*** Begin section ***

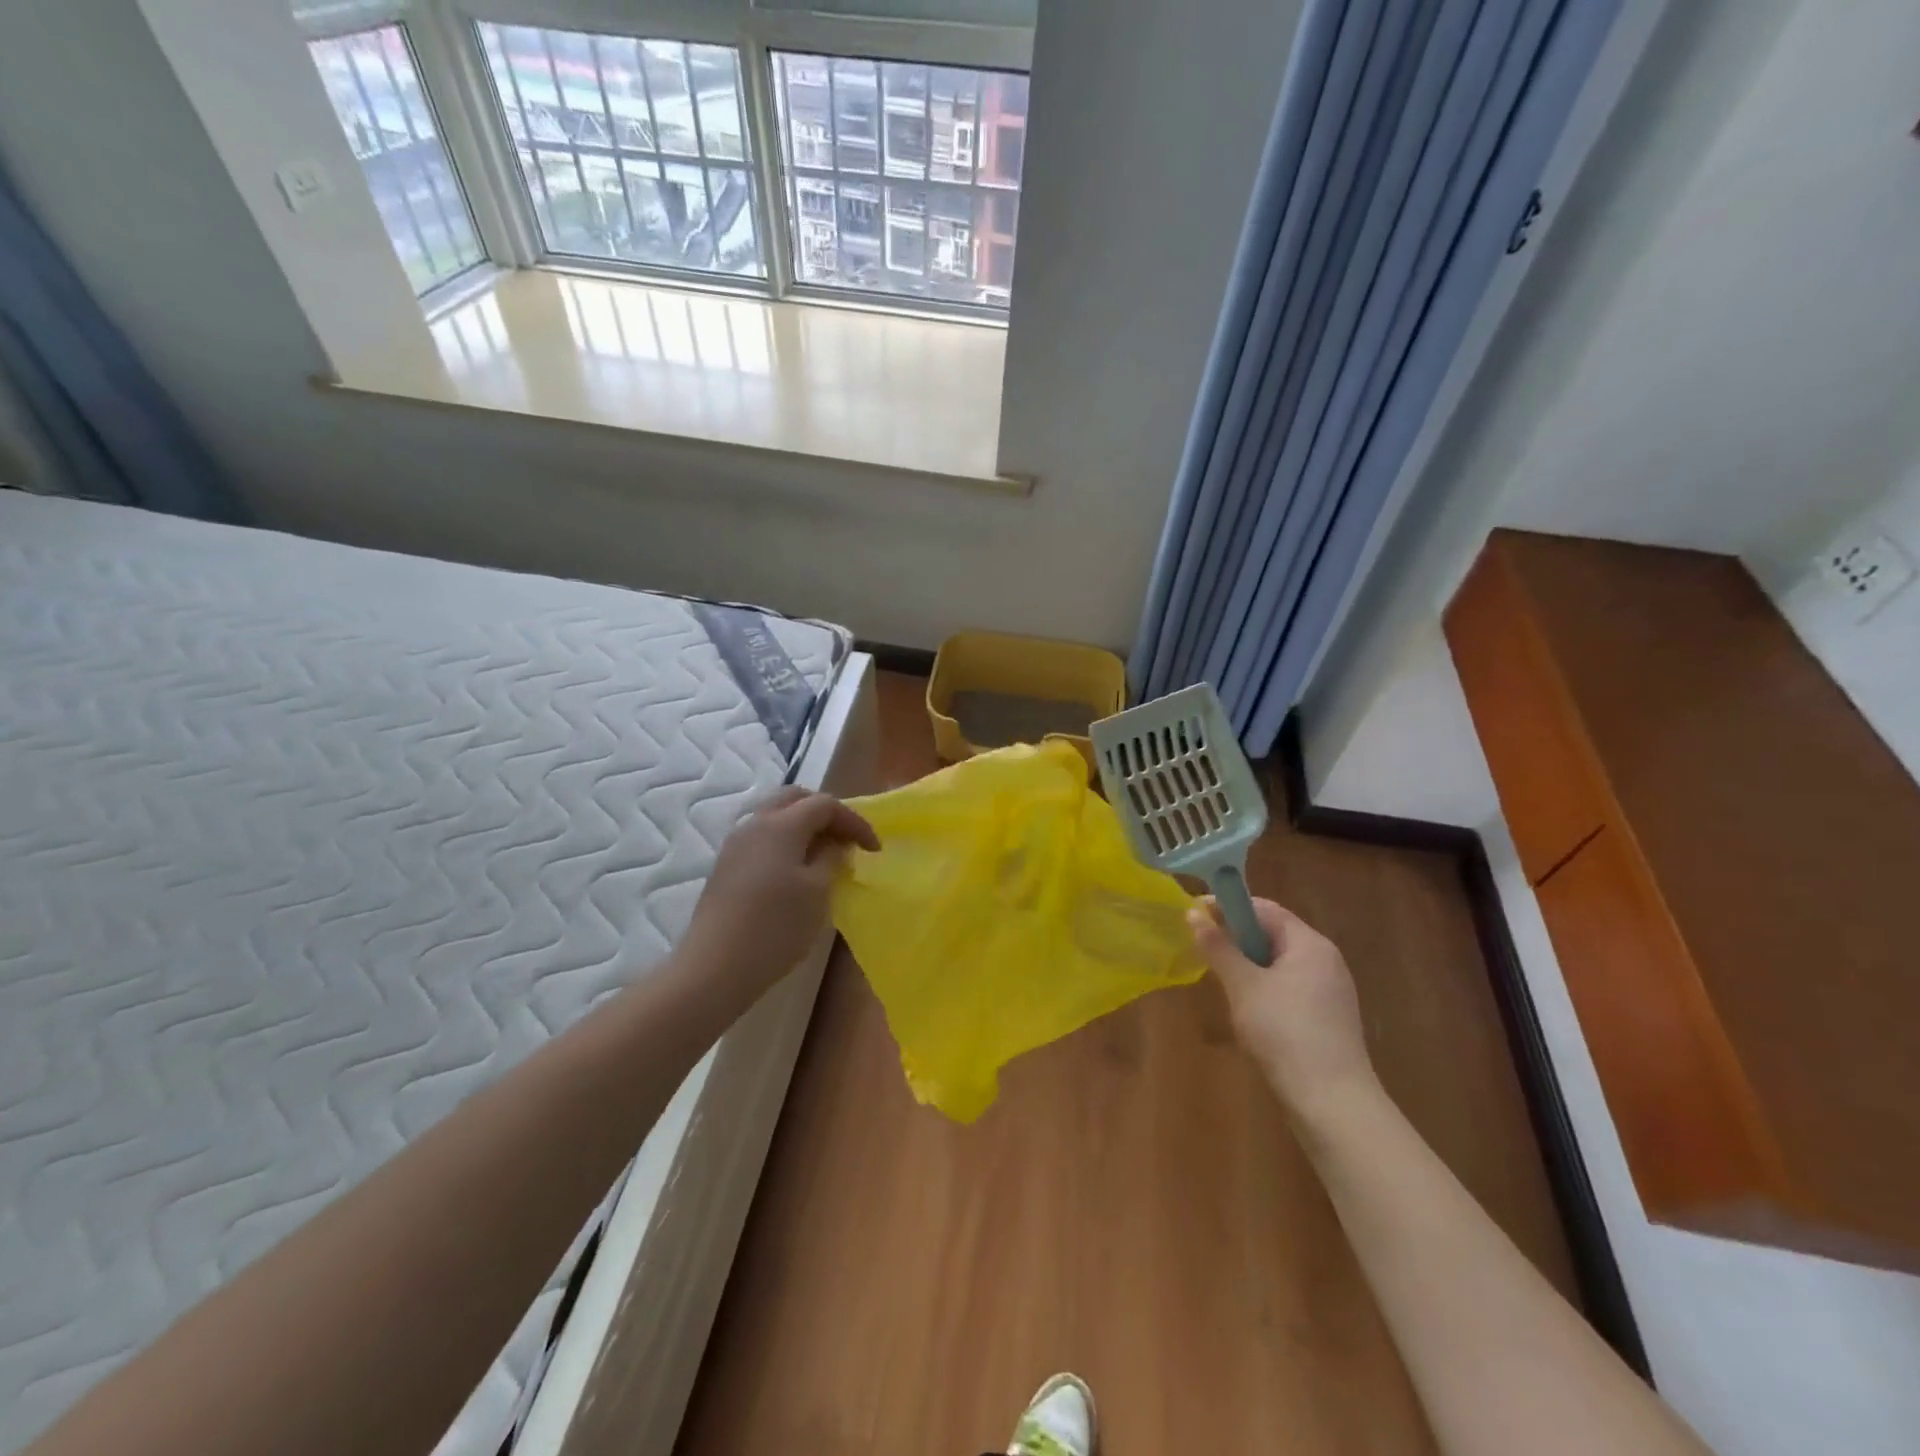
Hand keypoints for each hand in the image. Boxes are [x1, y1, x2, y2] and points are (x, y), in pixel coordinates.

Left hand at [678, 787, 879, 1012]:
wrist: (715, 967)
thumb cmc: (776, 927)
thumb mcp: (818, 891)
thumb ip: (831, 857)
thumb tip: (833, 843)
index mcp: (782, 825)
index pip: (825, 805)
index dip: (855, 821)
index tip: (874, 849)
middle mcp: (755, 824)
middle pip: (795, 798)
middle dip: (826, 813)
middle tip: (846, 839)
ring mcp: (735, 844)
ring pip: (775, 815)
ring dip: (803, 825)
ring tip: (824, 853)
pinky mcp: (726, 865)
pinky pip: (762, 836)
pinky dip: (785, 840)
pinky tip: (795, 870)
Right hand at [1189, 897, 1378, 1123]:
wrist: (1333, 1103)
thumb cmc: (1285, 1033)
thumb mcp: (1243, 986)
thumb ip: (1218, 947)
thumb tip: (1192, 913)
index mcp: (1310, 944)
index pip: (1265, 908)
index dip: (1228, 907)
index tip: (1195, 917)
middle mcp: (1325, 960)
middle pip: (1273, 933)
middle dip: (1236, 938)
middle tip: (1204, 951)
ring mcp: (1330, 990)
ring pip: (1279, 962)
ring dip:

*** End section ***
*** Begin section ***

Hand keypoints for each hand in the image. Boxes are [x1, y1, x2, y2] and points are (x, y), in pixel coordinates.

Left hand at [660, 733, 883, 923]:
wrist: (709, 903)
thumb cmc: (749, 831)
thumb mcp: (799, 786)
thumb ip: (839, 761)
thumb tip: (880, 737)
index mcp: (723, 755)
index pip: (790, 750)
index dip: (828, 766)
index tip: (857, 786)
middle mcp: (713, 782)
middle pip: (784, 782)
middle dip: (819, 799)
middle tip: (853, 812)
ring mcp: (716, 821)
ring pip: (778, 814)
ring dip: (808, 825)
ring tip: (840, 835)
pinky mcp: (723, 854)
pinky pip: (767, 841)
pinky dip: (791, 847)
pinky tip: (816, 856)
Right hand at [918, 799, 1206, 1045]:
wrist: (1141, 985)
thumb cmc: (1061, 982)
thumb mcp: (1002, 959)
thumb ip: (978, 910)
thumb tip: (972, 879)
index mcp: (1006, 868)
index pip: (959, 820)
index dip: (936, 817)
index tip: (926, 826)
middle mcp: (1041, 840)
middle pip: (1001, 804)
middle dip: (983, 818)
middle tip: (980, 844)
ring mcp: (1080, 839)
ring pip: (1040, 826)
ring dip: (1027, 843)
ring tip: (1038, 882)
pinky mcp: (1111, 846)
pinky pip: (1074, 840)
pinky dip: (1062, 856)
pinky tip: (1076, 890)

*** End section ***
*** Begin section ***

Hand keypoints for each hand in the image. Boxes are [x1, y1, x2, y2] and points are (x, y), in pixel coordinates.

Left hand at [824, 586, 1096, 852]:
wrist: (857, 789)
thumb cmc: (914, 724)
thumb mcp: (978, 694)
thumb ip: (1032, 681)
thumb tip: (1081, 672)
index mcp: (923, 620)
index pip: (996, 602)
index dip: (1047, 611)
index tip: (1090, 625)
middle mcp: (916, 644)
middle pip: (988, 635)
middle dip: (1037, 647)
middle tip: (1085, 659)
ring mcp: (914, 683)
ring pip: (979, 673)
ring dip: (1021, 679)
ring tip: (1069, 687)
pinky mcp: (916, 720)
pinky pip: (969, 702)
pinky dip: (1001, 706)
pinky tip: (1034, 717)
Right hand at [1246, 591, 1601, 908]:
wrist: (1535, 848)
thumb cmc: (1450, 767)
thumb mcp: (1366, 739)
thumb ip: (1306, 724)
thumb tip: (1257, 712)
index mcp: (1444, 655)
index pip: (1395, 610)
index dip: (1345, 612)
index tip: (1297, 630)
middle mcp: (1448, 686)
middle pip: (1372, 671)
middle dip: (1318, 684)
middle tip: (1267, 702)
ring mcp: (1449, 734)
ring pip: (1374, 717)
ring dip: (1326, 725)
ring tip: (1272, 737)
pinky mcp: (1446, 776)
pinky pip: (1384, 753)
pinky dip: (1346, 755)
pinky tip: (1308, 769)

*** End section ***

■ Problem
In your answer, include only the lines above starting at the line that holds "pinky dip: (791, 847)" and ending at the line that holds "index pip: (959, 820)", copied exactly.

■ Solved problem
pinky dip: (791, 847)
pinky tip: (816, 856)
Right hand at [918, 799, 1206, 1045]:
wrist: (1141, 985)
thumb cmc: (1061, 982)
thumb mcp: (1002, 959)
thumb ip: (978, 910)
thumb tip: (972, 879)
index mcp: (1006, 868)
index pip: (959, 820)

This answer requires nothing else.